The most common variants:
CEO Impersonation. An attacker registers a lookalike domain — breachhorlzon.com instead of breachhorizon.com (note the swapped letter), or uses a free email service with a display name matching your CEO. They email your CFO or accounts payable lead with a request to wire money urgently, "I'm in a meeting, just handle this please." Variants include "we just signed a new vendor contract, here's the wiring info," or "I need you to buy gift cards for a client appreciation event, $5,000 should cover it."
Vendor Impersonation. An attacker compromises a real vendor's email (or impersonates them) and sends your accounts payable team an updated invoice with new wiring instructions. The invoice often matches a real outstanding payable down to the dollar. Your team pays the "vendor" — and the vendor never receives the money. This pattern is harder to detect because the dollar amount and the timing both feel legitimate.

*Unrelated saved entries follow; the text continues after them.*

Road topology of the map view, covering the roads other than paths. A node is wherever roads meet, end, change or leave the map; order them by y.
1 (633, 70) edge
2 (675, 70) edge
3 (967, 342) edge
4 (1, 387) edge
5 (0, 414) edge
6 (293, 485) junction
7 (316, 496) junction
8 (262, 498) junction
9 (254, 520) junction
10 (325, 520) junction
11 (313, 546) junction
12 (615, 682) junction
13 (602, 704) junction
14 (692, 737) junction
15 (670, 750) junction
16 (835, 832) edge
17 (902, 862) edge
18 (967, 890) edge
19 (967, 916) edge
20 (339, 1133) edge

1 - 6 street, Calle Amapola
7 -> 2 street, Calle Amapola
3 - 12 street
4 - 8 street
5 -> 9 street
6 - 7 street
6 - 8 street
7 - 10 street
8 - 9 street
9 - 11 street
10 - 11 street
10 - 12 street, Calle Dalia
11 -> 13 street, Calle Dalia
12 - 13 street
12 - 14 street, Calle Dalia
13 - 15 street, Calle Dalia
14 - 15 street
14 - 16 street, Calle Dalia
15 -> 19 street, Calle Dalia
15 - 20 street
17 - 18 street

Account Takeover. This is the worst case. An attacker compromises an actual employee's mailbox (typically through credential reuse from a third-party breach, or phishing). They sit in the mailbox for days or weeks, learning your business's pace, your wiring patterns, who has authority to approve what. Then they send a wire request that looks exactly like a real one — because it is a real one, just with the destination changed. They also create inbox rules to hide responses, so the legitimate owner never sees the conversation.
Payroll Diversion. An attacker sends HR or payroll an email from "an employee" asking to update their direct deposit information. By the time the employee notices their paycheck didn't land, the next payroll cycle has already been redirected.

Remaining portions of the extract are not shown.